The EESC believes that an economic transition from a model driven by growth to one predicated on sustainability is inevitable. Given the sheer complexity of and the huge challenges posed by this transition, the proposals for new indicators set out in this opinion are only one example of approaches that could be taken when it comes to tools for measuring the social, economic and environmental situation. A concise "Beyond GDP" scoreboard should be designed and incorporated into the European Green Deal scoreboard and the European economic governance process. Indicators that look beyond GDP must be able to do more than merely monitor and measure: they must inform policy development, improve communication and promote target setting.
The EESC is concerned to note the euro area's economic downturn and the gradual end to a fall in unemployment, wedded to the persistent higher incidence of risk factors affecting economic performance. It is the European Green Deal that the EESC sees as the backbone of the future EU and euro-area economic configuration – the potential start of a fundamental change and a turning point. If managed successfully, it could move Europe up a gear economically and socially; if not, its failure could fatally jeopardise the integrity of the EU.
The EESC welcomes the reforms aimed at increasing high-quality investment and productivity growth, inclusiveness and institutional quality, and to ensure macro-financial stability and sound public finances. The EESC also welcomes the recognition of the need for investment focused on education and training and the need to strengthen the EU’s social dimension. However, it remains to be specified how these objectives are to be achieved. The EESC underlines that progress is very slow and proposals often rather modest in areas where new policies have been proposed, including fair taxation, the banking union and the functioning of the euro area. Moreover, the EESC recognises the importance of addressing climate change but measures so far adopted remain insufficient.
The EESC believes that income and wealth inequalities in the EU have become economic and social challenges that should be addressed with appropriate measures at national level and with the support of EU-level action.
A well-functioning system of social transfers and social assistance is thus needed. Fiscal redistribution should to a large extent complement the gaps in the market system. Public assets (social infrastructure, facilities for services in the public interest, etc.) should be developed as a means of addressing inequalities. And fiscal income should be shifted from labour-based taxation towards a more wealth-based one, with taxation on inheritance and capital income. Overall, Intensive economic growth is key to reducing poverty and wealth inequalities.
Competitiveness is not an end in itself. It is only a sensible objective if it improves people's well-being in practice.
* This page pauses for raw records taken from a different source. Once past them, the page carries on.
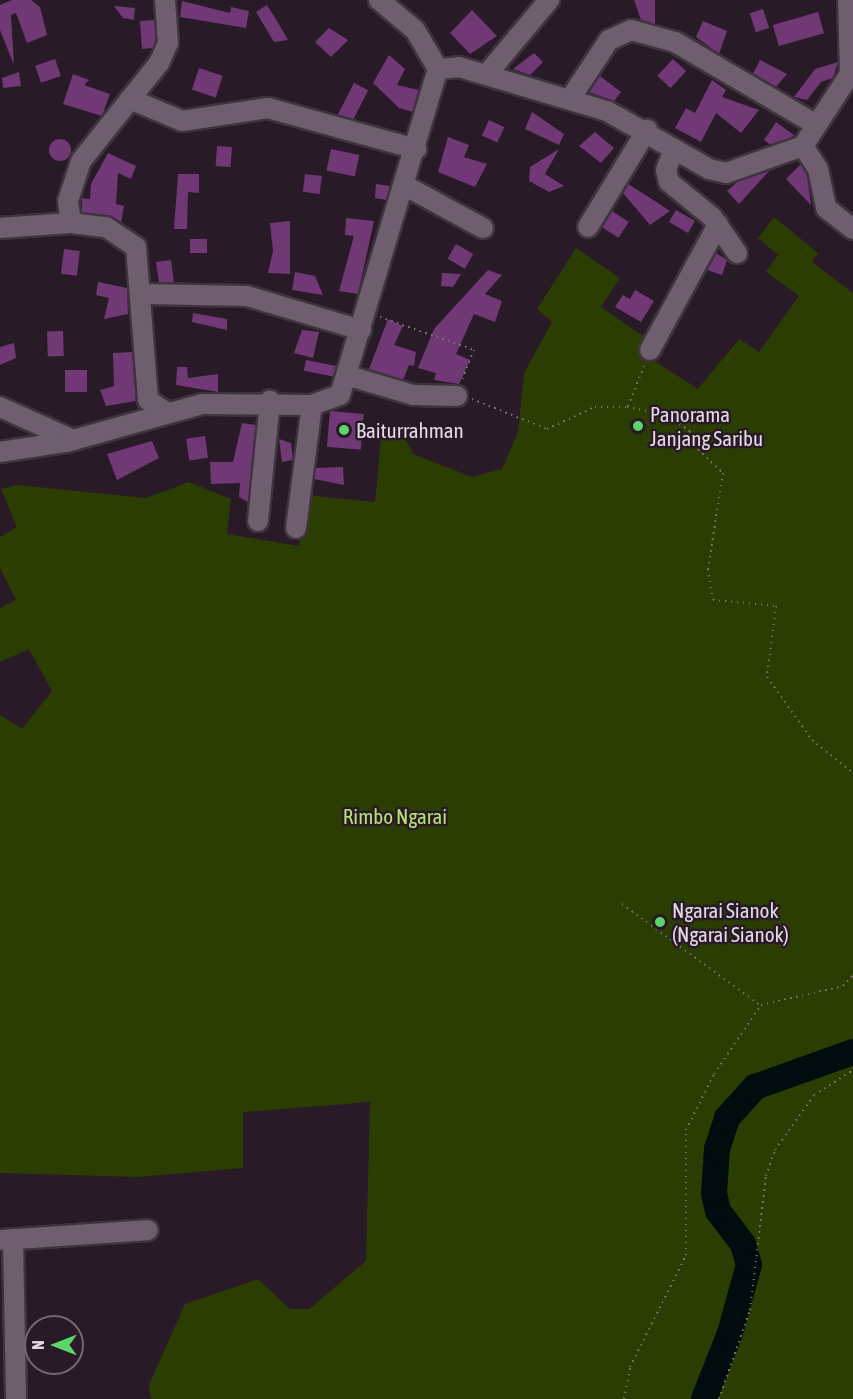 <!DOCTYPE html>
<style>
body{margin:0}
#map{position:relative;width:853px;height:1399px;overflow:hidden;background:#281a27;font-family:"Asap Condensed",sans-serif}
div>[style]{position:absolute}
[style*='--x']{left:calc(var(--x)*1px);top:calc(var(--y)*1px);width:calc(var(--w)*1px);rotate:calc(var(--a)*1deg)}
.green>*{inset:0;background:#2b3d00}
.river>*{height:26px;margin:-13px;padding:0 13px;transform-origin:13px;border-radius:13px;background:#010c0f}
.building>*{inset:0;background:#713876;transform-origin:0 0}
.round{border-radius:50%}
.path>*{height:2px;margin-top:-1px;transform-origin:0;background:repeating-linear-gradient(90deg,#7a6e7a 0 1.5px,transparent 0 6px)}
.roads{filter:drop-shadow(2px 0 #3e343e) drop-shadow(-2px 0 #3e343e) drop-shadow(0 2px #3e343e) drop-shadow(0 -2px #3e343e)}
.minor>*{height:20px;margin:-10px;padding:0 10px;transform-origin:10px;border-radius:10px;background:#6e5e6e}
.dots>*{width:16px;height:16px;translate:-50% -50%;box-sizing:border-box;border:3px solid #281a27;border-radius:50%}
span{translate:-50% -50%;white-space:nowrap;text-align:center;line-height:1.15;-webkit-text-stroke:5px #281a27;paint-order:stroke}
.poi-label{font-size:21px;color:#e3dae3}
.left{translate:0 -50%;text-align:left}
.park-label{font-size:21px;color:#b8e272}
.north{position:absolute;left:24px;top:1315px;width:60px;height:60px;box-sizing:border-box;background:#281a27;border:2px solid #736772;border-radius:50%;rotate:270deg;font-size:16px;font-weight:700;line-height:24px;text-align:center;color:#e3dae3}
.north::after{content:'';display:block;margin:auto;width:21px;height:27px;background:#5dd56c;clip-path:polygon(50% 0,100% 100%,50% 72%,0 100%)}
</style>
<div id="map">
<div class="green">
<div style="clip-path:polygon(774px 217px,818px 253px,812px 262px,853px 293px,853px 1399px,151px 1399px,149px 1385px,185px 1304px,258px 1279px,290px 1309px,309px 1309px,366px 1261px,370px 1102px,243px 1112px,243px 1168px,138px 1177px,0 1173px,0 715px,22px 729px,52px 691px,29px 649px,0 662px,0 608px,16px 600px,0 568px,0 537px,17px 527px,1px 489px,18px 485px,146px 498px,189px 482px,231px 499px,227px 534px,299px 546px,306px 495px,375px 502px,382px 427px,401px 429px,413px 454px,472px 477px,502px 469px,518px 432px,524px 373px,552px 322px,537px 309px,576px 248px,620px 278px,601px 307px,656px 345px,650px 358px,698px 389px,739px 339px,759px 352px,799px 296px,766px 272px,778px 255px,758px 238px)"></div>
</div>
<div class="river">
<div style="--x:704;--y:1399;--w:71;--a:-68.5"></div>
<div style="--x:730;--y:1333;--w:71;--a:-74.4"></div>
<div style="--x:749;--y:1265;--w:22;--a:-106"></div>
<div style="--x:743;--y:1244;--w:41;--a:-127.1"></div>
<div style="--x:718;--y:1211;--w:18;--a:-103"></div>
<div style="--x:714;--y:1193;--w:44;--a:-86.1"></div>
<div style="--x:717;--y:1149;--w:33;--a:-72"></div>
<div style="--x:727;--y:1118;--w:42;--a:-47.9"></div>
<div style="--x:755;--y:1087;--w:104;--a:-19.7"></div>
</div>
<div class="building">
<div style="clip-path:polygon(12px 0,31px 0,40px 7px,47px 35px,27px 43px,16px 13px,11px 15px,14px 65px,0 30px,0 5px)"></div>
<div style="clip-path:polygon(634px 0,655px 0,655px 24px,641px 20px)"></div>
<div style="clip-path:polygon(182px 1px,230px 13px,231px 7px,249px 11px,246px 28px,180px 17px)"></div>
<div style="clip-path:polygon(267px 5px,274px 16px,288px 40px,274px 42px,256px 12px)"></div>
<div style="clip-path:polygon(114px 6px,135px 8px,134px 20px,123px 18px)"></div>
<div style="left:763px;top:9px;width:20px;height:14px;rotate:72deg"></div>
<div style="clip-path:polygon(472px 10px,497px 36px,470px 54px,450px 33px)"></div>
<div style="left:818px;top:12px;width:22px;height:47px;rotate:74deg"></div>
<div style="clip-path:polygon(154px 20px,156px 41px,153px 48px,142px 49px,140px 21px)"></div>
<div style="clip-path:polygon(703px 21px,727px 31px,719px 54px,696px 37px)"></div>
<div style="clip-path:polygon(329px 28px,348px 40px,331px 57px,315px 42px)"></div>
<div style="clip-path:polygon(534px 53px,543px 62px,530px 75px,513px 69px)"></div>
<div style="clip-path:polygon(389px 55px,405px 69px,397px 85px,419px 90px,413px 112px,399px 108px,373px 83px)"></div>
<div style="left:55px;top:59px;width:18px;height:21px;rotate:71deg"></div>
<div style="left:673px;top:59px;width:18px;height:23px;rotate:43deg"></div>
<div style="clip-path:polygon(760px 60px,787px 74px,776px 87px,753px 74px)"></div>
<div style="clip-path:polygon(838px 62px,833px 78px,821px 82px,807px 100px,794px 97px,815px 69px)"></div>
<div style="left:199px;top:68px;width:25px;height:23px;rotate:18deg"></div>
<div style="clip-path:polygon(19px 72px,21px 86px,3px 88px,2px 78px)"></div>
<div style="clip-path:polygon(73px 74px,89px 80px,84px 85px,110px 94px,102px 116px,63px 104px)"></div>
<div style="clip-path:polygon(600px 76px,621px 92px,614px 101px,589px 92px)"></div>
<div style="clip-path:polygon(712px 80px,726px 90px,722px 97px,759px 110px,741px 133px,716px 113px,701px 142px,675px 128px,686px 108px,695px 113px)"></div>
<div style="left:354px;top:83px;width:16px;height:36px;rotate:27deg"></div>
<div style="clip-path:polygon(532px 112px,564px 134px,559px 145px,525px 129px)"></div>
<div style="left:489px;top:120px;width:17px;height:17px;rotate:25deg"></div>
<div style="clip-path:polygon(776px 122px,795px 136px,771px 145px,764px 140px)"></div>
<div style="clip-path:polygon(595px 132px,614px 148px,601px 163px,579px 146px)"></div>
<div style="clip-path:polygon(448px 137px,469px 145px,464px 157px,487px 164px,475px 187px,438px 172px)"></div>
<div class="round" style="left:49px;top:139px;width:22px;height:22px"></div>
<div style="left:217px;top:146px;width:15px;height:20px;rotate:4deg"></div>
<div style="left:331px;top:149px;width:29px;height:22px;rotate:12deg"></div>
<div style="clip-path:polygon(559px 149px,545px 174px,564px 186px,549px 192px,529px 181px,530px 167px)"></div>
<div style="clip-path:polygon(108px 153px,136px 166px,131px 179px,118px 173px,116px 204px,124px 206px,121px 223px,82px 212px,82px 198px,90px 199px,91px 184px)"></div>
<div style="clip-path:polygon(801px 164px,807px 174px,811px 205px,786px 179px)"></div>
<div style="clip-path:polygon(770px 170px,739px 204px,727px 191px,737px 182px)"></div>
<div style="clip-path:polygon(178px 174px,199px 174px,199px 193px,188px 192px,187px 229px,174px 229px)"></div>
<div style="left:305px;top:174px;width:17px;height:18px;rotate:7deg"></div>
<div style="clip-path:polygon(376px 184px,390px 186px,386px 200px,375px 198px)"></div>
<div style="clip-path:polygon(628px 184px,647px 196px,670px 211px,650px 225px,623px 193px)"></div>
<div style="left:676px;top:210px;width:22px;height:14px;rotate:30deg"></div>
<div style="left:612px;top:211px;width:20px;height:19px;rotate:33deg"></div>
<div style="clip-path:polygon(346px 218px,374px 221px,358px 294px,339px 291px,354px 236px,345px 235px)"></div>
<div style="clip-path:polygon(290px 221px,290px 274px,268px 273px,273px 251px,270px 223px)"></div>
<div style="left:190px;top:239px;width:17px;height:14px"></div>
<div style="left:456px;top:244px;width:20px;height:17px;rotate:30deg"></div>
<div style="left:64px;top:249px;width:16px;height:25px;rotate:7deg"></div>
<div style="clip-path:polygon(716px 253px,727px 260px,722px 275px,707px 270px)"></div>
<div style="clip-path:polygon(171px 260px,174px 283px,159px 282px,156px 262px)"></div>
<div style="clip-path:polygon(488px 270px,502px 275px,485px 294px,502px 301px,495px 322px,474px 314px,456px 354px,470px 360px,459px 384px,434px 380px,436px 373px,418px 368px,434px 329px)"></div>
<div style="clip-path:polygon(295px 272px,315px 276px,323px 295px,292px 290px)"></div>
<div style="clip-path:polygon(442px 273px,461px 274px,453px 287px,441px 286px)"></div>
<div style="clip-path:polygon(98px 282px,127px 288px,128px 314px,104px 319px,109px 298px,96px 295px)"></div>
<div style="clip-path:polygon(635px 290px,654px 301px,641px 322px,615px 307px,623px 295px,630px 299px)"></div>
<div style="clip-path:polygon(193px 313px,227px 319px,227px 330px,192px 322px)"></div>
<div style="clip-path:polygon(388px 319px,403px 326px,394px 345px,416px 352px,414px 366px,409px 365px,403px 380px,369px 369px)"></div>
<div style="clip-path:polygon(302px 330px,319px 332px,313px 358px,294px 353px)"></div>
<div style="left:63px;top:331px;width:25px;height:16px;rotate:88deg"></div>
<div style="clip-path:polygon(14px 343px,16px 358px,0 365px,0 347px)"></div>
<div style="clip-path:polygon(132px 352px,136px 401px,106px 406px,100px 390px,114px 386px,113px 353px)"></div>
<div style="left:306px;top:360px;width:31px;height:11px;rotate:11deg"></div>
<div style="clip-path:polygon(177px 367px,187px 367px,188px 378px,218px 374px,218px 392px,176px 385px)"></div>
<div style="left:87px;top:370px;width:22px;height:22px;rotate:90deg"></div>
<div style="left:330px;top:411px;width:34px;height:36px;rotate:5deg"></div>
<div style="clip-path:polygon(242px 423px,256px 425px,248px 502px,239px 497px,240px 483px,211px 484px,210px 462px,233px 462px)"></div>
<div style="left:205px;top:436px;width:22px;height:19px;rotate:82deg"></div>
<div style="clip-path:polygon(279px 439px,291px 443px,293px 460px,282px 462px)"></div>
<div style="clip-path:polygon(152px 441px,159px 458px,117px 480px,107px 454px)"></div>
<div style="clip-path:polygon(343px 467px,344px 485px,314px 479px,316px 468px)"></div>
</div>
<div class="path">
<div style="--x:380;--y:317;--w:100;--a:19.3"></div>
<div style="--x:474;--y:350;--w:32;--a:112"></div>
<div style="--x:472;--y:399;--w:81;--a:21.8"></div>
<div style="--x:547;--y:429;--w:53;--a:-24.6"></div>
<div style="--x:595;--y:407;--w:32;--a:0"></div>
<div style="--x:627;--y:407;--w:38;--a:11"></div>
<div style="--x:664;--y:414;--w:31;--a:33"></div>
<div style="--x:690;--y:431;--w:8;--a:130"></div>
<div style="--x:685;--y:437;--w:52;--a:43.5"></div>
<div style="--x:723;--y:473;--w:97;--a:98.9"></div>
<div style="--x:708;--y:569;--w:31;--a:81"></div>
<div style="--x:713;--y:600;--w:63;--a:5.4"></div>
<div style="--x:776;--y:606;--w:72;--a:97.2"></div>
<div style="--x:767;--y:677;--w:77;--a:54.5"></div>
<div style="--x:812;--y:740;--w:53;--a:38.8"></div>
<div style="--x:628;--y:406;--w:43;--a:-68.2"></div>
<div style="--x:622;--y:904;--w:171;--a:36.2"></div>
<div style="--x:624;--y:1399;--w:33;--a:-79"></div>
<div style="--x:630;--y:1367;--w:125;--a:-63.4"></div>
<div style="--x:686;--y:1255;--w:125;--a:-90"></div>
<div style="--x:686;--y:1130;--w:63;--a:-63.4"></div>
<div style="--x:714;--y:1074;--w:83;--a:-55.7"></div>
<div style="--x:761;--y:1005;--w:84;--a:-13"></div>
<div style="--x:843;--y:986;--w:15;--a:-48"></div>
<div style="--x:719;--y:1399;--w:94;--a:-70.8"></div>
<div style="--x:750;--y:1310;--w:135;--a:-83.2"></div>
<div style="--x:766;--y:1176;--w:28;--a:-71"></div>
<div style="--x:775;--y:1150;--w:67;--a:-54.7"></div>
<div style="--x:814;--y:1095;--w:46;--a:-32.7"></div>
</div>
<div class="roads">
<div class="minor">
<div style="--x:165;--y:0;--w:43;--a:86"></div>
<div style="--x:168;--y:43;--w:22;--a:114"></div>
<div style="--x:159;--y:63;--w:125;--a:128.5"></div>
<div style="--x:81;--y:161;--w:42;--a:108"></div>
<div style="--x:68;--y:201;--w:22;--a:82"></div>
<div style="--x:71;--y:223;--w:35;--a:7"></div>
<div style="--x:106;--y:227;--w:36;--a:34"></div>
<div style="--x:136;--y:247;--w:153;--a:85.5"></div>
<div style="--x:148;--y:400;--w:23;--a:34"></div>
<div style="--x:438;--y:69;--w:21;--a:-5"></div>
<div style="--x:459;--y:67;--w:154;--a:16.6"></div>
<div style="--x:607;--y:111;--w:117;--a:29.6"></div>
<div style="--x:709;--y:169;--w:17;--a:13"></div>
<div style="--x:726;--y:173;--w:82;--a:-19.3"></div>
<div style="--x:803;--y:146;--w:86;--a:-56.9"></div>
<div style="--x:850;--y:74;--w:74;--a:-91.5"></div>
<div style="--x:487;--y:74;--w:97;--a:-50"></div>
<div style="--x:130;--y:99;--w:56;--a:22.9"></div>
<div style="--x:182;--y:121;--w:87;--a:-8.6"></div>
<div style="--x:268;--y:108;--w:154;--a:15.5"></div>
<div style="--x:570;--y:99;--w:71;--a:-56.5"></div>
<div style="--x:609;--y:40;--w:24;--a:-24"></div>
<div style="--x:631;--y:30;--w:46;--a:15.3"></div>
<div style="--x:675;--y:42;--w:162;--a:30.4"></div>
<div style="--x:803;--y:146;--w:27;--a:57"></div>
<div style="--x:818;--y:169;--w:40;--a:78"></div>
<div style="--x:826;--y:208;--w:34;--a:38"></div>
<div style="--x:674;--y:149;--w:22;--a:111"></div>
<div style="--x:666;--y:170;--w:12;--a:76"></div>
<div style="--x:669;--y:182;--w:55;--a:39.1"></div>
<div style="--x:712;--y:217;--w:44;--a:55.2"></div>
<div style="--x:404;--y:185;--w:90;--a:28.6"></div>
<div style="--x:588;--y:227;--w:114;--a:-58.7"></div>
<div style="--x:0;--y:228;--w:71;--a:-4"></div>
<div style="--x:144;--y:294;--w:103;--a:1.1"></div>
<div style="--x:247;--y:296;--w:119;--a:16.6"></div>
<div style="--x:650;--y:350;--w:143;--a:-61.6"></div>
<div style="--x:349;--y:376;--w:67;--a:16.5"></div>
<div style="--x:413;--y:395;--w:44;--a:1.3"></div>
<div style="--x:0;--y:407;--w:80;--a:24.3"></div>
<div style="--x:0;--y:452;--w:67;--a:-8.6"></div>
<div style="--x:66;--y:442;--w:141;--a:-15.6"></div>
<div style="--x:202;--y:404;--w:110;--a:0.5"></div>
<div style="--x:312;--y:405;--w:30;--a:-20"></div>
<div style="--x:340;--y:395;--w:340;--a:-73.3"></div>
<div style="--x:438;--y:69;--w:45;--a:-120.5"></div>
<div style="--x:415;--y:30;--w:47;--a:-140.2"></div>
<div style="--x:258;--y:521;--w:121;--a:-84.3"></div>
<div style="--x:296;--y:528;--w:124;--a:-82.6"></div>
<div style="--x:13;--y:1239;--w:160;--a:88.9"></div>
<div style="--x:3;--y:1240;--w:145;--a:-3.9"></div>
</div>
</div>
<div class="dots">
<div style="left:638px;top:426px;background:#5dd56c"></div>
<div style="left:344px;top:430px;background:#5dd56c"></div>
<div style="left:660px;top:922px;background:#5dd56c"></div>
</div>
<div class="poi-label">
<span class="left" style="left:650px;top:426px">Panorama<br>Janjang Saribu</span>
<span class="left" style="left:356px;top:430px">Baiturrahman</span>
<span class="left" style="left:672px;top:922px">Ngarai Sianok<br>(Ngarai Sianok)</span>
</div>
<div class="park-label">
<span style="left:395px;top:816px">Rimbo Ngarai</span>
</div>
<div class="north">N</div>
</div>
The EESC therefore recommends that an updated definition of competitiveness ("competitiveness 2.0") be used in future, taking into account "the ability of a country to deliver the beyond-GDP goals for its citizens". The EESC urges that future discussions refer not to "competitiveness boards" but to "boards for competitiveness, social cohesion and sustainability". The EESC asks the Commission to present concrete proposals on how the following necessary requirements with regards to these boards can be safeguarded: accountability, legitimacy and transparency; representation of balanced unbiased expertise; non-binding character of proposals of the boards; inclusion of the dual role of wages, both as a cost factor and as the main determinant of domestic demand.